1st CEO of the Knesset Avi Balashnikov

Personal details
- Born: March 20, 1966 (age 60)

= Avi Balashnikov =

Israeli public figure

Avraham (Avi) Balashnikov (אברהם (אבי) בלשניקוב; born March 20, 1966) is an Israeli public figure, currently serves as Chairman of The Israel Export Institute and of the College of Management Academic Studies and the representative of the American businessman Ronald Lauder in Israel. Balashnikov previously served as deputy director general of the Israel Export Institute, CEO of the Ministry of Communications, CEO of the Knesset, CEO of the State Comptroller of Israel's office, chairman of commercial television Channel 10 and chairman of the Hadassa Hospitals in Jerusalem.

==Biography==
Balashnikov is a widower and a father of four children. He lives in Jerusalem. He graduated from the University of Haifa.

==Political career and civil service==
Balashnikov began his public career in 1988 as the parliament assistant of MK Shimon Shetreet.
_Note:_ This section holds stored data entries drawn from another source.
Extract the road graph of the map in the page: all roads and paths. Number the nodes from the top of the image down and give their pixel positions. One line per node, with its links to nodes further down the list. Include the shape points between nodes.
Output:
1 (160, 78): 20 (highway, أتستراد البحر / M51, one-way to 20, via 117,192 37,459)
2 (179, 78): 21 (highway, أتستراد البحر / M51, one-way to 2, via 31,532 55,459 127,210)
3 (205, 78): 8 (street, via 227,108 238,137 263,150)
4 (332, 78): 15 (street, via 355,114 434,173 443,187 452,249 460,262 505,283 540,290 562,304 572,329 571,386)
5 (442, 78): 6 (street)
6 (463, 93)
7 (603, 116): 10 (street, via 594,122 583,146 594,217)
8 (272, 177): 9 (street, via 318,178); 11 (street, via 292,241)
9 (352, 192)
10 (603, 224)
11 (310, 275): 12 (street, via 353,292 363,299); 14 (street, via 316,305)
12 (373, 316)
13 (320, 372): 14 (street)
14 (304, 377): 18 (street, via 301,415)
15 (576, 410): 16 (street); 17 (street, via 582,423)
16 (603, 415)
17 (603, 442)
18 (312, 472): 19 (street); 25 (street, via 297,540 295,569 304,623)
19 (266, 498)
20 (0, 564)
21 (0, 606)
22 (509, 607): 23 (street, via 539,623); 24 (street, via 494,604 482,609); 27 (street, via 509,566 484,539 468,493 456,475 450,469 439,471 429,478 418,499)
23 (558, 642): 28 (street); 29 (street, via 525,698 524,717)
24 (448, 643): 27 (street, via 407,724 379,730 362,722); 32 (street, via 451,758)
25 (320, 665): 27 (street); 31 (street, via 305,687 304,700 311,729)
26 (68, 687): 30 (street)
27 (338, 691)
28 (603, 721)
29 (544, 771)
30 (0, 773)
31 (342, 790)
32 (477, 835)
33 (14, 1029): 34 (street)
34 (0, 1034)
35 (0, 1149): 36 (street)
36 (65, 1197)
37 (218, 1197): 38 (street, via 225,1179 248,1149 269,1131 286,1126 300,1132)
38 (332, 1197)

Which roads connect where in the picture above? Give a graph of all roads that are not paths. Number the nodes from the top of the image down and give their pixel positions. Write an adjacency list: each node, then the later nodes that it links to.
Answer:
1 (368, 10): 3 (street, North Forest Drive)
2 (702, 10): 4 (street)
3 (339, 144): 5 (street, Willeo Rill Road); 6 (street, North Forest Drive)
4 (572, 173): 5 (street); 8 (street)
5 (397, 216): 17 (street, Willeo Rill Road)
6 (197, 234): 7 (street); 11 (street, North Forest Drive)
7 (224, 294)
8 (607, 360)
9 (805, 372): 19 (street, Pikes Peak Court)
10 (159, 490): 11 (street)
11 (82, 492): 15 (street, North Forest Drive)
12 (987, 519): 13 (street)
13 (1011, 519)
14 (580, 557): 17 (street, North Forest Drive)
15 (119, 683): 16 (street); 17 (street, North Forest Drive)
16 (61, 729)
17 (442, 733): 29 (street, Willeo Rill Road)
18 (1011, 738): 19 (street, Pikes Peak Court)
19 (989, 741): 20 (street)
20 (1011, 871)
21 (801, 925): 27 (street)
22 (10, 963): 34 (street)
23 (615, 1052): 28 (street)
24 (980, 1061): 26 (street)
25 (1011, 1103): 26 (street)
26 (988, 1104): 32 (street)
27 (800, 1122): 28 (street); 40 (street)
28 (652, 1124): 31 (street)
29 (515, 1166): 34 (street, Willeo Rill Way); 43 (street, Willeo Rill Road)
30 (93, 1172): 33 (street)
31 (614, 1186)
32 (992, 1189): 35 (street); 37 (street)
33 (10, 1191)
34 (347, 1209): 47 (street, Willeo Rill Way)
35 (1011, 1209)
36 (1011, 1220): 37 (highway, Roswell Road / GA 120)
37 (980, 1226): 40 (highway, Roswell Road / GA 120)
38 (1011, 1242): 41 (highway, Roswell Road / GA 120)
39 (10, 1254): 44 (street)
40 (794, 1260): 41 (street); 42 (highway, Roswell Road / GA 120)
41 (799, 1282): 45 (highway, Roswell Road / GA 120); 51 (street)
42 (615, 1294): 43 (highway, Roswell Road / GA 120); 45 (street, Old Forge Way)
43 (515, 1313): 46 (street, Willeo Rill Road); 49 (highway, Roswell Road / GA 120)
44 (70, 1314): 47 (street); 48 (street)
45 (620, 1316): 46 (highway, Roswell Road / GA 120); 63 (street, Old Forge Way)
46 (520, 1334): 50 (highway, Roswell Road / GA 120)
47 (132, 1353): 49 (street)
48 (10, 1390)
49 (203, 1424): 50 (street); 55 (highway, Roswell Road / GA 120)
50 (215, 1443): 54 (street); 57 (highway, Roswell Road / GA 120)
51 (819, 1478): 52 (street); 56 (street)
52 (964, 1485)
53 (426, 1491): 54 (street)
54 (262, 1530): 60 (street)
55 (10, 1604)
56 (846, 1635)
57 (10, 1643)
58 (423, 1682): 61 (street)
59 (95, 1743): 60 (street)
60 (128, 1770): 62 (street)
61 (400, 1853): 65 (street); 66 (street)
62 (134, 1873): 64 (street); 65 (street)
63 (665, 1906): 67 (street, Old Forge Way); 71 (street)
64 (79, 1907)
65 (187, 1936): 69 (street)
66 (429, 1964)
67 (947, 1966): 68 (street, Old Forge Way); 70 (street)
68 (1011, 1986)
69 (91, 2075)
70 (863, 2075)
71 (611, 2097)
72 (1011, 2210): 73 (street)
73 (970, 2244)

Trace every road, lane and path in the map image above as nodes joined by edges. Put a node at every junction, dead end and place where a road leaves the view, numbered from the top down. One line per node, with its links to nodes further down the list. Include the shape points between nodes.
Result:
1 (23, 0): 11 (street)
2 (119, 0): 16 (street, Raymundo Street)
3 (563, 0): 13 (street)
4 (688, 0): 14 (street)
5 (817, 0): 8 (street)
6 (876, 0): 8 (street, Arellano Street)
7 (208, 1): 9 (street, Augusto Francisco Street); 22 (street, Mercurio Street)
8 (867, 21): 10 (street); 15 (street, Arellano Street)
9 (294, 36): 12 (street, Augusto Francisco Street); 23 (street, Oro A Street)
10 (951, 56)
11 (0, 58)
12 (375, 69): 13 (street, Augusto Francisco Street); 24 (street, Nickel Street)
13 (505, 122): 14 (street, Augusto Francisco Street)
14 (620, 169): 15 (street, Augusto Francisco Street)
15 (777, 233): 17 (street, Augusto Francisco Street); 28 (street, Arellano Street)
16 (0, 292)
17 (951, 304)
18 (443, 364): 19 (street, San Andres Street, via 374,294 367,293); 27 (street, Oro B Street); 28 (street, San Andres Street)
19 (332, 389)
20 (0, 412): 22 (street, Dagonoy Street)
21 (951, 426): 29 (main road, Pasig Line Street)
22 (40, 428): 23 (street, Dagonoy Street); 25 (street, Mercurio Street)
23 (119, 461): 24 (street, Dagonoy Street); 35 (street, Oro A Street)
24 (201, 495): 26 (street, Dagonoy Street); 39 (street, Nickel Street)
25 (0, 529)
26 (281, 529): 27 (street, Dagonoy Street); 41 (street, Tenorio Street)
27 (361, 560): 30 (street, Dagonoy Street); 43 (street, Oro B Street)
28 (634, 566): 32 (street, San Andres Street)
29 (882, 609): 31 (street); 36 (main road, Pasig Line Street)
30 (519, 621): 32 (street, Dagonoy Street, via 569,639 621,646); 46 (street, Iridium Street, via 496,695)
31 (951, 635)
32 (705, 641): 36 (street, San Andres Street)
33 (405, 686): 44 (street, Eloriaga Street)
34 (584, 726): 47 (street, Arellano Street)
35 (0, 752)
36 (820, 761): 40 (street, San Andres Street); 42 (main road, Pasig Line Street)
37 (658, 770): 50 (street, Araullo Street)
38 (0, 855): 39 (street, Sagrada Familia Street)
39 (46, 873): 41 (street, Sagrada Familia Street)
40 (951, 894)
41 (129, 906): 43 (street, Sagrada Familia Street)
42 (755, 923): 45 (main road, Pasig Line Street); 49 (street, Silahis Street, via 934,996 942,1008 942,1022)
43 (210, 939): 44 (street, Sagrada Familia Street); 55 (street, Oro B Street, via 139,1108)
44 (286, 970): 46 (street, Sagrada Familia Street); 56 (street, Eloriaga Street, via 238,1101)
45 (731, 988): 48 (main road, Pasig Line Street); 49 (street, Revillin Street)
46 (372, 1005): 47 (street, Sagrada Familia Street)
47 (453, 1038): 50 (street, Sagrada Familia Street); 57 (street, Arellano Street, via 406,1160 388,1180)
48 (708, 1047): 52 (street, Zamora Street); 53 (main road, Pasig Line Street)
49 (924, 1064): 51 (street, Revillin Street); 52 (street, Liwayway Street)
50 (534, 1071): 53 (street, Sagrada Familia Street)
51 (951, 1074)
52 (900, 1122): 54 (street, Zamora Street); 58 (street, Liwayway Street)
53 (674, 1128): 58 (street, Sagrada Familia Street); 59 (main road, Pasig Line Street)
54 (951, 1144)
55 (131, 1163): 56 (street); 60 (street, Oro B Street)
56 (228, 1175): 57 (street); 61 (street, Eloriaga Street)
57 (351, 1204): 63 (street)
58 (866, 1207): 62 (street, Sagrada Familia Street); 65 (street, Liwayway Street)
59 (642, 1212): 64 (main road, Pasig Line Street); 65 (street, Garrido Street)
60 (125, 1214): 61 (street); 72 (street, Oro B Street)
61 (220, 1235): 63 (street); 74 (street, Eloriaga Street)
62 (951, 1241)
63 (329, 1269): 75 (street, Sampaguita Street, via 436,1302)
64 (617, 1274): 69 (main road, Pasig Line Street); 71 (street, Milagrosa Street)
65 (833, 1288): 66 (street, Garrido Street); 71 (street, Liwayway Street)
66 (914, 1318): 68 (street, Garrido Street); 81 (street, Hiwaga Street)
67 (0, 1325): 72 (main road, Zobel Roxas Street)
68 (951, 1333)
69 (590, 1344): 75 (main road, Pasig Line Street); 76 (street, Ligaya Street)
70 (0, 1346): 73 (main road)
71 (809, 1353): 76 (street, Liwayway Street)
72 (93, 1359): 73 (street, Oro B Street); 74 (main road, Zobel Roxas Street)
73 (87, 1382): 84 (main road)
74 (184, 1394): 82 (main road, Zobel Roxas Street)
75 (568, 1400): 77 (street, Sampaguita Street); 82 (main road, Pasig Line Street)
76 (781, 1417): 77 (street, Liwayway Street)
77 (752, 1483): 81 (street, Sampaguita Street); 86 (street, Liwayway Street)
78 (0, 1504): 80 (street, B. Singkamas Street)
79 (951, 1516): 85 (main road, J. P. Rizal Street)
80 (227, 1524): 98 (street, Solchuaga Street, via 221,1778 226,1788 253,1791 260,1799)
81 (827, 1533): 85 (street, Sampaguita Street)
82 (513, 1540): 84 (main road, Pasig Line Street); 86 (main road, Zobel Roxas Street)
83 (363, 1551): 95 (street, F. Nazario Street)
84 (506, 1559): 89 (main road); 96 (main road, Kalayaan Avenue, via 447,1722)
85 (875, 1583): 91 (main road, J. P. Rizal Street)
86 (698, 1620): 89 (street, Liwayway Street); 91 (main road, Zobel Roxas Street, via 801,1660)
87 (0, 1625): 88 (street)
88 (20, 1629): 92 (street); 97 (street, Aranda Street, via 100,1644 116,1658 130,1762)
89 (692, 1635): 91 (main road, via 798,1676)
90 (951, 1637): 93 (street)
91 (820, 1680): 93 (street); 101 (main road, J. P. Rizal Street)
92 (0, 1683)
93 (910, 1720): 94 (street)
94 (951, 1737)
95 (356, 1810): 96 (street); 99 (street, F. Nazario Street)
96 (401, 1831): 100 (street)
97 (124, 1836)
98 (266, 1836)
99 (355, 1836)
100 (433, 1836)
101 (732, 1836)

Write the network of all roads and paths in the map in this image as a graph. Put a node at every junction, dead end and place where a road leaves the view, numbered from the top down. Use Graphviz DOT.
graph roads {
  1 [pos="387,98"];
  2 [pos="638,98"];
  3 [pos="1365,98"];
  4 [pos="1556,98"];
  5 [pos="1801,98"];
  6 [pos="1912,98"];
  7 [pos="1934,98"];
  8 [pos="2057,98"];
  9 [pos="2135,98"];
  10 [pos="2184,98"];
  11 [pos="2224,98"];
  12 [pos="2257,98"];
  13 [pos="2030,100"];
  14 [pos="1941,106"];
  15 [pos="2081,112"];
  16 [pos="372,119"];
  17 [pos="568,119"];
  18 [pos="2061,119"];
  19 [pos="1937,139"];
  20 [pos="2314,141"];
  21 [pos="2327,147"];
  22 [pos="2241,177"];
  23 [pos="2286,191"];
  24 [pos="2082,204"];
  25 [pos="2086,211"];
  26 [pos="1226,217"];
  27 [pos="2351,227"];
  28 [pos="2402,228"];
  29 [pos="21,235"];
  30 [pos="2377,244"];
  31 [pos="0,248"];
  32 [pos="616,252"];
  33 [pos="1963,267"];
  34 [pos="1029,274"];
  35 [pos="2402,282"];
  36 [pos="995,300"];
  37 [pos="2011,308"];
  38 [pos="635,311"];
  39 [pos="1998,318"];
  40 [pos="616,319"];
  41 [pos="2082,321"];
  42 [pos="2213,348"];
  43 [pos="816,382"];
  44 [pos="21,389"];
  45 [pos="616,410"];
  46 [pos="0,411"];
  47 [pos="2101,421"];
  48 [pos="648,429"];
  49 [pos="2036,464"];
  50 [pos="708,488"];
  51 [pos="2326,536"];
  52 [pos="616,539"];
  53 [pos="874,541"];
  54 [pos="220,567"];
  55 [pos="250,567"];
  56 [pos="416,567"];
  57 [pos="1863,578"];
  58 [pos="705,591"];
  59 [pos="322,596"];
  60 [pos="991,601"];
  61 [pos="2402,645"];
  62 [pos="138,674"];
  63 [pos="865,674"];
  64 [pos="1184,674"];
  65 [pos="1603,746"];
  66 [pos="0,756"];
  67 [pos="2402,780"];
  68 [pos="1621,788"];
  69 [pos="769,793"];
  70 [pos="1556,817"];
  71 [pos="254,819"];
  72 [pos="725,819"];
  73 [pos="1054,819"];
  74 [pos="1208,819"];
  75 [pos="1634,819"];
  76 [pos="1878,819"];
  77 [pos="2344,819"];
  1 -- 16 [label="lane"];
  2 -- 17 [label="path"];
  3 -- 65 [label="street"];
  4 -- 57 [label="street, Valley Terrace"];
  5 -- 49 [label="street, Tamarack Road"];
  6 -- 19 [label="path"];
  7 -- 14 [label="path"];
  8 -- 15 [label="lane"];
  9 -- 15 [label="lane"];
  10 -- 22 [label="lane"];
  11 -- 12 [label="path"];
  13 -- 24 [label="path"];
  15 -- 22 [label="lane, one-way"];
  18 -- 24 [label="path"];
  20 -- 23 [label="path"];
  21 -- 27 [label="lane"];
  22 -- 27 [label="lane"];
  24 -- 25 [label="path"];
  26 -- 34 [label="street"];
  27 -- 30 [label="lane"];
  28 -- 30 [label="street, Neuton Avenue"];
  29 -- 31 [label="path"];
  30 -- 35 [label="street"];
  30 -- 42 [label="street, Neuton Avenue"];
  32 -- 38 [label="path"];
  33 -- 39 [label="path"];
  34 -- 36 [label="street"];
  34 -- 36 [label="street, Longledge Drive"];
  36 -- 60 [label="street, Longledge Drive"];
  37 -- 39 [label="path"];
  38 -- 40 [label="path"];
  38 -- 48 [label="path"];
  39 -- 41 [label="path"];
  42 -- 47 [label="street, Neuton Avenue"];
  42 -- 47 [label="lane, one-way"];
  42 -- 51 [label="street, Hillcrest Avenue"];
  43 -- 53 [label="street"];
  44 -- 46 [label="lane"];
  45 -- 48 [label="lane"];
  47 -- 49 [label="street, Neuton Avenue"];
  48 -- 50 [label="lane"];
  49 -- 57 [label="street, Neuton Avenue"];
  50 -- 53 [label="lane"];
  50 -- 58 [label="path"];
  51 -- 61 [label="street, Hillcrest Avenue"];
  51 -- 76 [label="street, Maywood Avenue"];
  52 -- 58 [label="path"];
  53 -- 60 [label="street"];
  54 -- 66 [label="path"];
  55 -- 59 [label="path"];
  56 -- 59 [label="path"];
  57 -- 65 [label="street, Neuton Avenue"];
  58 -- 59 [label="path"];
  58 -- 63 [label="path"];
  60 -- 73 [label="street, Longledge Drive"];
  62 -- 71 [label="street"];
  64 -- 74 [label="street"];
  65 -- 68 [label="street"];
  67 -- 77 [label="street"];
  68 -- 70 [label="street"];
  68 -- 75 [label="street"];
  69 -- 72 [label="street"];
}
In the 1990s, he served as advisor to the Minister of Finance Avraham "Bayge" Shochat. After Benjamin Netanyahu established his administration in 1996, Balashnikov moved on to head the office of the Minister of Public Security.

In 1999, he joined the businesswoman Pnina Rosenblum and ran with her in the elections to the 15th Knesset as no. 2 in her independent party. The party failed to cross the electoral threshold. At the same year, he started working with the Minister of Environmental Protection, Dalia Itzik, as her senior advisor

In 2002, Balashnikov became a senior advisor and the head of the minister office of trade and industry, all while serving as a member of the investment center’s administration of the state. During this year, Balashnikov became deputy director general of the Israel Export Institute.
In 2005, Balashnikov appointed to the CEO of the Ministry of Communications and served under four ministers.

On June 7, 2006, Balashnikov was appointed to the CEO of the Knesset. the Israeli parliament. On February 12, 2007, Balashnikov appointed to acting CEO of the Presidential Residence. Balashnikov served, in parallel, in both roles up to the election of Shimon Peres as President.

After the election in 2009, Balashnikov appointed by the Knesset to the CEO of the State Comptroller Office. He resigned his post after two months. Immediately after, Balashnikov was appointed as the Israeli representative of the American businessman Ronald Lauder. In 2012 Balashnikov was appointed as the Channel 10 Chairman of the board, and in 2013 he was appointed also to Chairman of the Hadassa hospitals in Jerusalem. The hospital’s recovery program was signed during his tenure.

Starting from 2014, he also serves as chairman of the board of Hagihon, which is Israel’s largest water and sewage company. In early 2016, he was also appointed as chairman of the board of the Jerusalem Waste Processing enterprise.

From 2014, he has been on the board of the Haifa Technion. Since January 2018, he also serves as chairman of the board of College of Management Academic Studies. In 2018 and 2019, Balashnikov was appointed by the Minister of Education as a member of the Israel Prize committee.